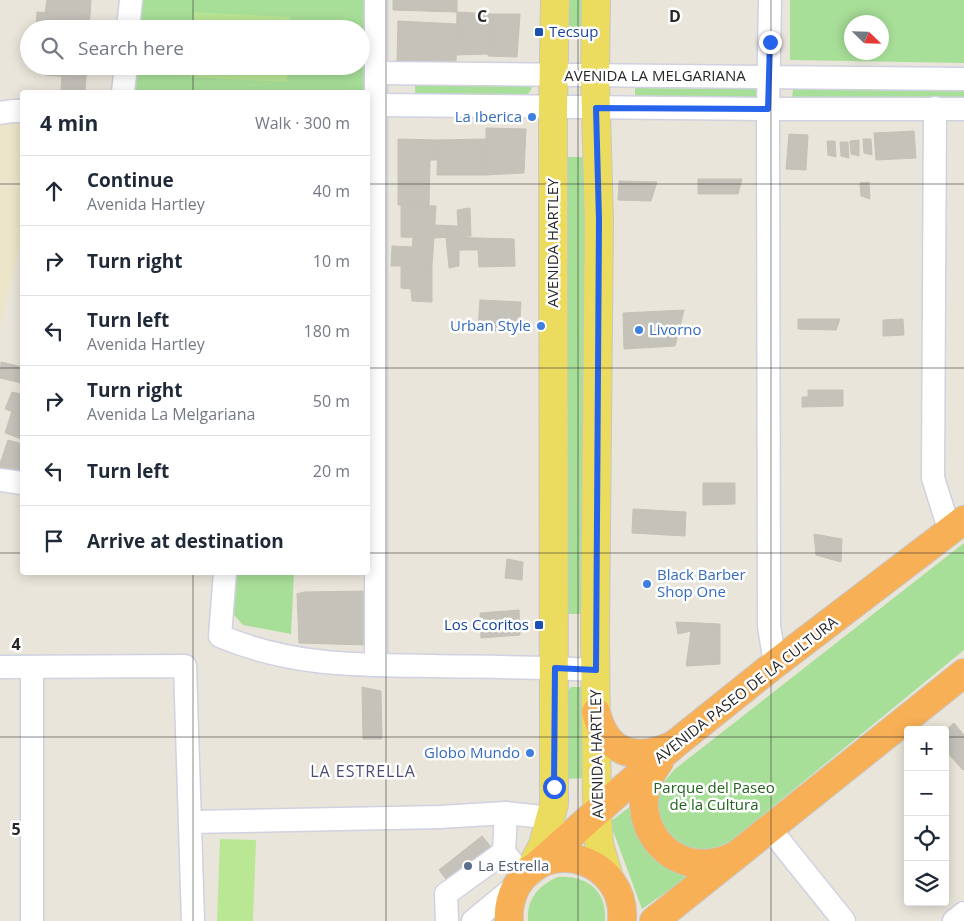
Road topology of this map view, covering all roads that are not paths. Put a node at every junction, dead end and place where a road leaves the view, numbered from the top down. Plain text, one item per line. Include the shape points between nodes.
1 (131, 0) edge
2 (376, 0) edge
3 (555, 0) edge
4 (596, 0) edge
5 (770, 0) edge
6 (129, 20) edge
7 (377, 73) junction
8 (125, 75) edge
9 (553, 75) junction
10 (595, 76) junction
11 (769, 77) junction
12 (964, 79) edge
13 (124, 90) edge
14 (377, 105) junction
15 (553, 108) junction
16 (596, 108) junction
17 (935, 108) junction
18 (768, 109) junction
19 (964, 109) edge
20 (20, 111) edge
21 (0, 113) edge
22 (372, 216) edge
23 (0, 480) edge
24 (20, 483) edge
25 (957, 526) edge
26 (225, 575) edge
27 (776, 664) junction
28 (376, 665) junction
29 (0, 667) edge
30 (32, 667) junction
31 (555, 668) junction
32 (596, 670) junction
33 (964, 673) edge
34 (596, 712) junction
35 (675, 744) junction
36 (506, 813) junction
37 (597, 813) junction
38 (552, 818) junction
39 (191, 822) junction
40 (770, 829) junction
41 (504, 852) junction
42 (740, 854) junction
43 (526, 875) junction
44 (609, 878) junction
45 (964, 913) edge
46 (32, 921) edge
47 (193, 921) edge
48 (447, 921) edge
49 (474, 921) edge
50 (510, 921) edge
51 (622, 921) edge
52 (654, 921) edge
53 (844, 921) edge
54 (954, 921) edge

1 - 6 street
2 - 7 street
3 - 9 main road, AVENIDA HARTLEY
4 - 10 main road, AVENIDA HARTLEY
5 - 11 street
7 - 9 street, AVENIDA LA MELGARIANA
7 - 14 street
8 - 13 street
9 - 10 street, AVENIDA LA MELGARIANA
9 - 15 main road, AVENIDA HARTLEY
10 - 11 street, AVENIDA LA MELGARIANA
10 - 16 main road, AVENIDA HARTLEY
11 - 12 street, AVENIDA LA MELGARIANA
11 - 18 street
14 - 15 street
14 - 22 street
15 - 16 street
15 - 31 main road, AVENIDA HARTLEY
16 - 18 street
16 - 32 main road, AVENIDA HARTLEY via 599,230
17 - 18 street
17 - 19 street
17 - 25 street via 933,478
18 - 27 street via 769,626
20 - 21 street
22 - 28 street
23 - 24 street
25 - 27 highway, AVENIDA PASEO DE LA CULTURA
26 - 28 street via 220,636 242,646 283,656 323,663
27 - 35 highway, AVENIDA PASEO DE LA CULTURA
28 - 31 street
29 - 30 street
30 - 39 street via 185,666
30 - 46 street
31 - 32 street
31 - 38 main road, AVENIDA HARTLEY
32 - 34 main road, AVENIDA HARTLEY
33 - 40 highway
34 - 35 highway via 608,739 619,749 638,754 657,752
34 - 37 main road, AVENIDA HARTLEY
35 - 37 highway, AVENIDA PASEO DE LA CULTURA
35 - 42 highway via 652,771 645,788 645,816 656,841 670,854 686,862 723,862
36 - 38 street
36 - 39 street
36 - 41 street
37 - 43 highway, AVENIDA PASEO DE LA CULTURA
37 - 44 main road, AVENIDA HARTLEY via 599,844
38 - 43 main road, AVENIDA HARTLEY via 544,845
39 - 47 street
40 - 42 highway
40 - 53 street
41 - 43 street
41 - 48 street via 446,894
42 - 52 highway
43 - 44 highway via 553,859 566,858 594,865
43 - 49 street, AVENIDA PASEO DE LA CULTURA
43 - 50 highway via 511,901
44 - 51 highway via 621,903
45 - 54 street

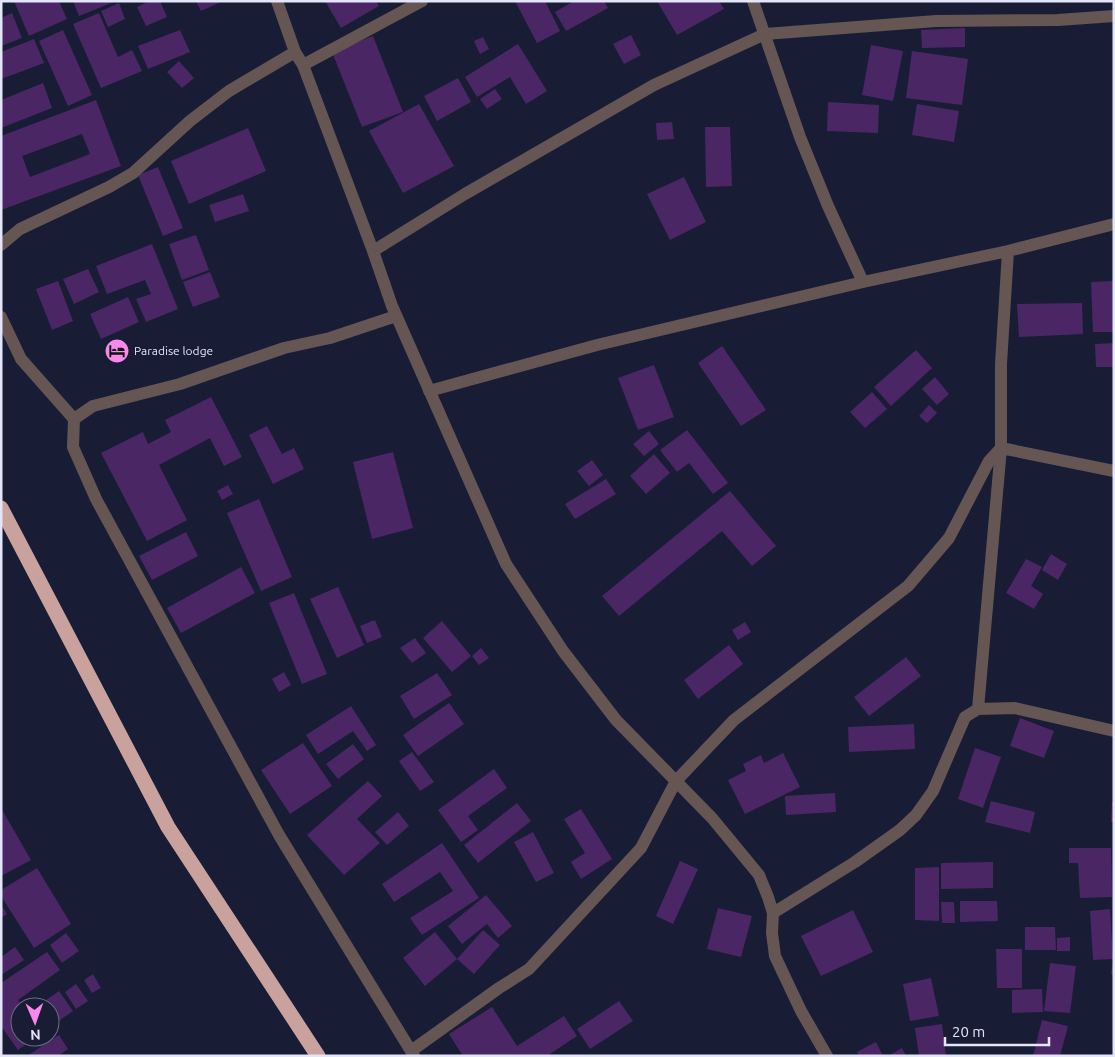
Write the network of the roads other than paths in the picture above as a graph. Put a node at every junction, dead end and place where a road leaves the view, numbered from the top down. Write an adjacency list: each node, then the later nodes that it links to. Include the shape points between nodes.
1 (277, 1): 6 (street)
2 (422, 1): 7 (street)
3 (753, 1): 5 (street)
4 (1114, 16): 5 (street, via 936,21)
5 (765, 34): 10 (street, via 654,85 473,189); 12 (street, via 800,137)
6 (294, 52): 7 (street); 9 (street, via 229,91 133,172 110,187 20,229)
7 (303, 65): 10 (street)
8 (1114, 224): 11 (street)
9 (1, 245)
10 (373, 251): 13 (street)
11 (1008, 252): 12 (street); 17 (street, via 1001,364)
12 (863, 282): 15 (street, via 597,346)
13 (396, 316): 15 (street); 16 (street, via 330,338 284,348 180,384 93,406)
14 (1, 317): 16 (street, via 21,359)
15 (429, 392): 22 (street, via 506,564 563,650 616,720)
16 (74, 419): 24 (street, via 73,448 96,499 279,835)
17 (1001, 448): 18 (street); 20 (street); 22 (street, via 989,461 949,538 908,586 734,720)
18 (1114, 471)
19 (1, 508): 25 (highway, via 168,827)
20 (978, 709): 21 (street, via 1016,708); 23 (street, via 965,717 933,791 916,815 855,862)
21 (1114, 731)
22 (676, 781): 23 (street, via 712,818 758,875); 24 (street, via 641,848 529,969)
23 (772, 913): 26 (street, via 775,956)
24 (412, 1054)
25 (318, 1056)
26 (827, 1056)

What the exercise asks:
Say how many lines in the preceding material include the word "where", with no other words in the reply.

Expected answer:
2